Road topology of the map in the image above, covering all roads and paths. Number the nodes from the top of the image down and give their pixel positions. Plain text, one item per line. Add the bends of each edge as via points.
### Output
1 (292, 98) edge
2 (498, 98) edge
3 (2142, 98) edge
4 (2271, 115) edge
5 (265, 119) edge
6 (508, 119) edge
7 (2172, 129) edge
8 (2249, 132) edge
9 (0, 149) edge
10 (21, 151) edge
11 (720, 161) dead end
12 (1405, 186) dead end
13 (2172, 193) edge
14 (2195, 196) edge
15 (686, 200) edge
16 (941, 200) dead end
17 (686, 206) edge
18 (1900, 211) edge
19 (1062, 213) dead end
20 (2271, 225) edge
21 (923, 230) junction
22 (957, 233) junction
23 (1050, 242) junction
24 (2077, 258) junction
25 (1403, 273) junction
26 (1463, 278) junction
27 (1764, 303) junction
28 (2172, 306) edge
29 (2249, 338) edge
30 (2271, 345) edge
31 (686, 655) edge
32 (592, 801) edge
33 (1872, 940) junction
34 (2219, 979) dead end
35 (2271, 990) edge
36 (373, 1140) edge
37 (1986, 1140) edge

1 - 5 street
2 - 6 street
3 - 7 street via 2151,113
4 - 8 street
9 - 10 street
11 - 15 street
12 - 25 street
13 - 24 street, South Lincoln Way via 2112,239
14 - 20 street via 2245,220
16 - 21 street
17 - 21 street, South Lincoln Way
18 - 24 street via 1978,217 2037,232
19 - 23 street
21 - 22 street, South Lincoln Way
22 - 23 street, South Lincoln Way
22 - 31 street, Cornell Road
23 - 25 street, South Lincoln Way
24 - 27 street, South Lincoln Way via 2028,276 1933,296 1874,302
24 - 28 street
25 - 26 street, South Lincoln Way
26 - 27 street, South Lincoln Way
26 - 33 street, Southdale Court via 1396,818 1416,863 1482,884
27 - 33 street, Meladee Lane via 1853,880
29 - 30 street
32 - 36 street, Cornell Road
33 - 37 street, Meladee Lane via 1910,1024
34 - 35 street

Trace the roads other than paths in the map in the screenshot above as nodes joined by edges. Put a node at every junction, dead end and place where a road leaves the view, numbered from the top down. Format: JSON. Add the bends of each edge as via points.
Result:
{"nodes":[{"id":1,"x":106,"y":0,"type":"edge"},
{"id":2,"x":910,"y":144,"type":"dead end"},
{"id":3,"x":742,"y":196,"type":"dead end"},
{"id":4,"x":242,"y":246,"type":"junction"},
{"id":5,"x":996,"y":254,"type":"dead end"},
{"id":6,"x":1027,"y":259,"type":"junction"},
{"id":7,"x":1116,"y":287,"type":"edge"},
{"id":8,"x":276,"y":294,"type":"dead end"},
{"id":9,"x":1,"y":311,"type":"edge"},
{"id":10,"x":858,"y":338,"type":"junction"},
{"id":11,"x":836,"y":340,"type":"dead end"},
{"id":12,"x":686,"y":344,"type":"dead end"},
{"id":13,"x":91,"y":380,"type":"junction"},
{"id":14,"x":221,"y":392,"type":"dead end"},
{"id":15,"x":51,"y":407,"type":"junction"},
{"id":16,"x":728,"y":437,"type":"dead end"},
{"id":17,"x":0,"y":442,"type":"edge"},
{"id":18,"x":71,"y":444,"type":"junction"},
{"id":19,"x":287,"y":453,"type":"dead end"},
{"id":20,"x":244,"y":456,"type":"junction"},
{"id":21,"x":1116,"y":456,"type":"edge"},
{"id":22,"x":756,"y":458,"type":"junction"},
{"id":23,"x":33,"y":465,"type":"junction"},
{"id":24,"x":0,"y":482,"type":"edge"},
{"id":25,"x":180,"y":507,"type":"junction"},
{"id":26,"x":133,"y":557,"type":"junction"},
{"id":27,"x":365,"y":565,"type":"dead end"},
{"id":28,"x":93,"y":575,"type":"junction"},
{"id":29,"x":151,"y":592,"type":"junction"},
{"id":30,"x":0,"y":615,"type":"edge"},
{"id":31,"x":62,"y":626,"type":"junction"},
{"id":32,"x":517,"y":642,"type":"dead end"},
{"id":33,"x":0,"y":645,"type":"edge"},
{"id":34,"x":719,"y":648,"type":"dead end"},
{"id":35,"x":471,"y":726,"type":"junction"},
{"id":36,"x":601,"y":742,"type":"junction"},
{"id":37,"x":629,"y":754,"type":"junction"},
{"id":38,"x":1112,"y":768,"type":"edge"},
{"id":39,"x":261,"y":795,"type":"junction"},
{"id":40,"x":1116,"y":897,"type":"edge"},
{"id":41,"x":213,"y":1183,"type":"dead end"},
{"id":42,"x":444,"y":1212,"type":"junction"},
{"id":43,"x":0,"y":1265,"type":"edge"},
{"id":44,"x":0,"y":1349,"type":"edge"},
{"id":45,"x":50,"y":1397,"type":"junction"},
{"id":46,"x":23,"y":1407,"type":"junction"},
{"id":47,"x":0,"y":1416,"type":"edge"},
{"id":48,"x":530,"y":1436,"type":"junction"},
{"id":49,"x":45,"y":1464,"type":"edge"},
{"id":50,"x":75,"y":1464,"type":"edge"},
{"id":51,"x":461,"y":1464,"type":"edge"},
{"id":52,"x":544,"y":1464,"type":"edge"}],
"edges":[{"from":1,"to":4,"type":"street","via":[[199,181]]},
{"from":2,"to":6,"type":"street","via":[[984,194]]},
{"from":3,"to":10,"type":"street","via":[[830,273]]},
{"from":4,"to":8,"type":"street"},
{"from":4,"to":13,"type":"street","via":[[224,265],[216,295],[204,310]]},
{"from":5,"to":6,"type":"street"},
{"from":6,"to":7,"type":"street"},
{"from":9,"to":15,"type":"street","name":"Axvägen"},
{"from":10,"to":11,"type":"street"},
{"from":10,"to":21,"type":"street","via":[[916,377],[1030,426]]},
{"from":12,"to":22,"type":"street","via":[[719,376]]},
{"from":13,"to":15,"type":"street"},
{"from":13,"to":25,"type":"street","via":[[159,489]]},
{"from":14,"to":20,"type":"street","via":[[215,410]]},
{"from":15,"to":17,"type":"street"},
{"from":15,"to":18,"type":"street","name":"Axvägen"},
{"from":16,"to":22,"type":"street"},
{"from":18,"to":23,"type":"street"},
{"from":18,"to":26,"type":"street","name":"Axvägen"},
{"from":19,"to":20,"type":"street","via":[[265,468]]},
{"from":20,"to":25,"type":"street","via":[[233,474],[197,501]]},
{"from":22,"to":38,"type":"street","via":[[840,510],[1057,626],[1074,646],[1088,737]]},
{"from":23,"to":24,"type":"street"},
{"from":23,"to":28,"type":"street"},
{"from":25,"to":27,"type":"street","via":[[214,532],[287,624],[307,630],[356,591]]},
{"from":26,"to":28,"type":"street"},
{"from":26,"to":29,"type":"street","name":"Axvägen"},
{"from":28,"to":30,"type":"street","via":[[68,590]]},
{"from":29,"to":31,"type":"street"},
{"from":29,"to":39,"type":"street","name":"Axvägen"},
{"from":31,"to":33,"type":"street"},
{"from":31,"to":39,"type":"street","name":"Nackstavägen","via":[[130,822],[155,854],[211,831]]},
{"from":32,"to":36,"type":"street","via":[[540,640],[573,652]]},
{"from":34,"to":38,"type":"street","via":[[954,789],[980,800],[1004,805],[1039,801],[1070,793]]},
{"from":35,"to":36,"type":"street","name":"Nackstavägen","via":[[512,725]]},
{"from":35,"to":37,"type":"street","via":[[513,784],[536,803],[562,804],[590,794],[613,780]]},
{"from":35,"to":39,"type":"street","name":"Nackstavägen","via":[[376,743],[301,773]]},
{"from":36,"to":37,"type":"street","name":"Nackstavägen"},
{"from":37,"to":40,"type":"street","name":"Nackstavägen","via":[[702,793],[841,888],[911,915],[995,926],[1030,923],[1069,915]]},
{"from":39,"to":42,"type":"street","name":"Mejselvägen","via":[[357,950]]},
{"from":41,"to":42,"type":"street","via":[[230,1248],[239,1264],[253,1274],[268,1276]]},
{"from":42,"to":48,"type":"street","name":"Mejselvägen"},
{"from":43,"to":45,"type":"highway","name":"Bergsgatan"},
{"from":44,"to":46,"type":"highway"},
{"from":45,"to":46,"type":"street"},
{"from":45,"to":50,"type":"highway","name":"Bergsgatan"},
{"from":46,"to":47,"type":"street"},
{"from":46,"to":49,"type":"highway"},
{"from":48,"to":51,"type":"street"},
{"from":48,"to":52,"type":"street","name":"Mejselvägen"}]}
___
Of all the lines in the records, how many have the word "Mejselvägen"? Write only the number.

3